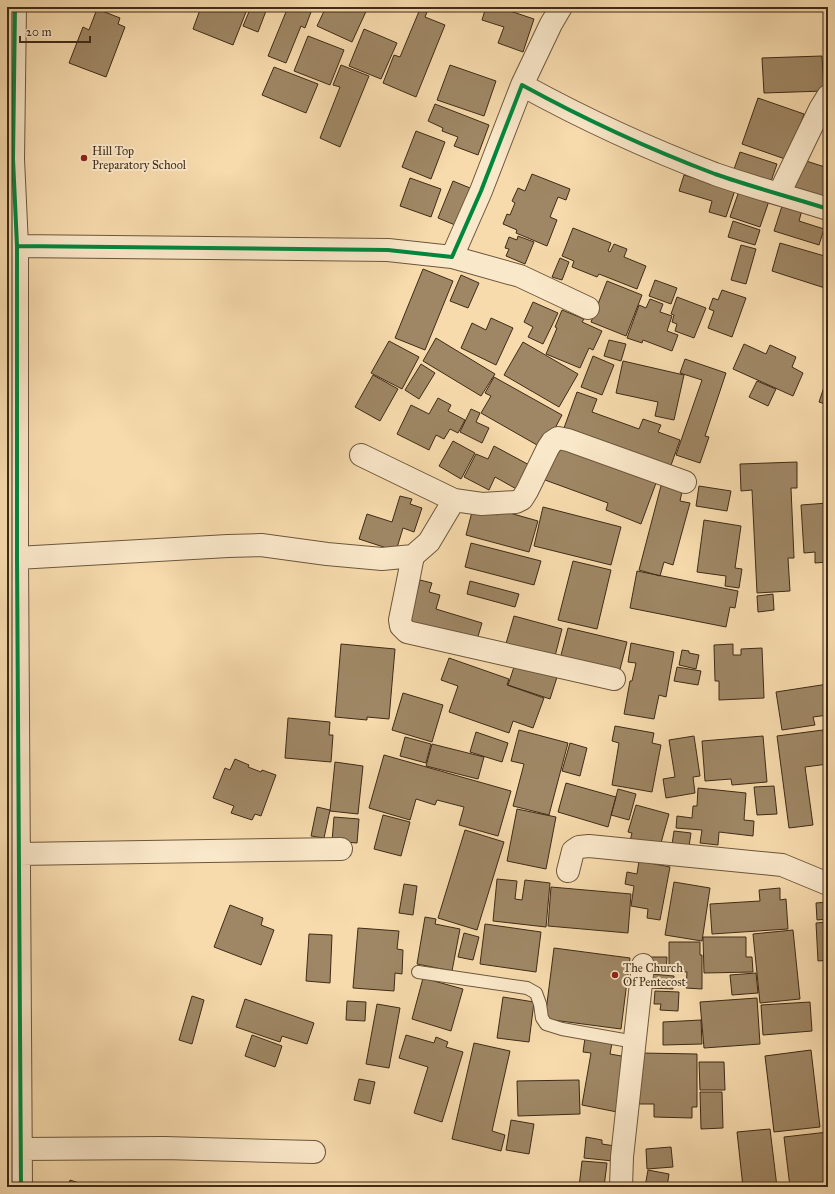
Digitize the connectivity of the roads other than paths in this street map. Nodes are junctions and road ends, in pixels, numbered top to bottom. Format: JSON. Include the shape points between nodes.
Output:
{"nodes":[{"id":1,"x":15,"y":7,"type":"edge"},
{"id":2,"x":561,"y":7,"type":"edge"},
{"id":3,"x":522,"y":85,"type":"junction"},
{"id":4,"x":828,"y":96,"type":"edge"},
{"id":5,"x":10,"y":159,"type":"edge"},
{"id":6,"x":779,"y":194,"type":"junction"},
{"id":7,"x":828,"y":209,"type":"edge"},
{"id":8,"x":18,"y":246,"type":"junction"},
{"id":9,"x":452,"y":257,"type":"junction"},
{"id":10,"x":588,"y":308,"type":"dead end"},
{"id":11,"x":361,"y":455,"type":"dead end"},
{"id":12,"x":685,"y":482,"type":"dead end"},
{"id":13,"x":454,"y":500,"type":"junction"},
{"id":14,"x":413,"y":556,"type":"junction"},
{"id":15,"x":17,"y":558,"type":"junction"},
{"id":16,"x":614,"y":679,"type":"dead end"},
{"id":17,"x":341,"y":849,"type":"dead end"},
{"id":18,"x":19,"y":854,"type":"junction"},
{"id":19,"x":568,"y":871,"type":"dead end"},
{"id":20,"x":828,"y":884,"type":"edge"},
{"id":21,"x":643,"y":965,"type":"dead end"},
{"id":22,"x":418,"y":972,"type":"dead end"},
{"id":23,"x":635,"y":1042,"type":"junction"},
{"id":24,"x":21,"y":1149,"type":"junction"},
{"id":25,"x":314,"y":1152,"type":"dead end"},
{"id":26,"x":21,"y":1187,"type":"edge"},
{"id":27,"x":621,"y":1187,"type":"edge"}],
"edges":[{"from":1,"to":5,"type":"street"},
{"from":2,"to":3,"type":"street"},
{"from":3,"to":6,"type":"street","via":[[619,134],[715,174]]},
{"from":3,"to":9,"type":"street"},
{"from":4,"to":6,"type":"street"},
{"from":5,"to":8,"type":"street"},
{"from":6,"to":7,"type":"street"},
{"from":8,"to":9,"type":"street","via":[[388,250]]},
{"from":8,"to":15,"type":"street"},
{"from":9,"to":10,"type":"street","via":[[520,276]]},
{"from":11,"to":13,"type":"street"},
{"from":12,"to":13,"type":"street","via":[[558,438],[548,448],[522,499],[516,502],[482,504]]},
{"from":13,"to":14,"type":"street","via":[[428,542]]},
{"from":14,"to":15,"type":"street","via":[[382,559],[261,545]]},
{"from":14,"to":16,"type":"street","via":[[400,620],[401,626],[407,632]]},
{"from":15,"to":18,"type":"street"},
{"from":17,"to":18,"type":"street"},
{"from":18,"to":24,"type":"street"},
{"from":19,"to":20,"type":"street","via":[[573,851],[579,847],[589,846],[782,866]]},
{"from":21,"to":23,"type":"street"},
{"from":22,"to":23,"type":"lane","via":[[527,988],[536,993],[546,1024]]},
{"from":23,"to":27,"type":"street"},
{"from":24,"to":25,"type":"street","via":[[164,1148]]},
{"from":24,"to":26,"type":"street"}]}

--------------------------------

■ **Work to complete**: If the word "dead" is on a line above, return that line.

■ **Result for this exercise**:
{"id":10,"x":588,"y":308,"type":"dead end"},
{"id":11,"x":361,"y":455,"type":"dead end"},
{"id":12,"x":685,"y":482,"type":"dead end"},
{"id":16,"x":614,"y":679,"type":"dead end"},
{"id":17,"x":341,"y":849,"type":"dead end"},
{"id":19,"x":568,"y":871,"type":"dead end"},
{"id":21,"x":643,"y":965,"type":"dead end"},
{"id":22,"x":418,"y":972,"type":"dead end"},
{"id":25,"x":314,"y":1152,"type":"dead end"},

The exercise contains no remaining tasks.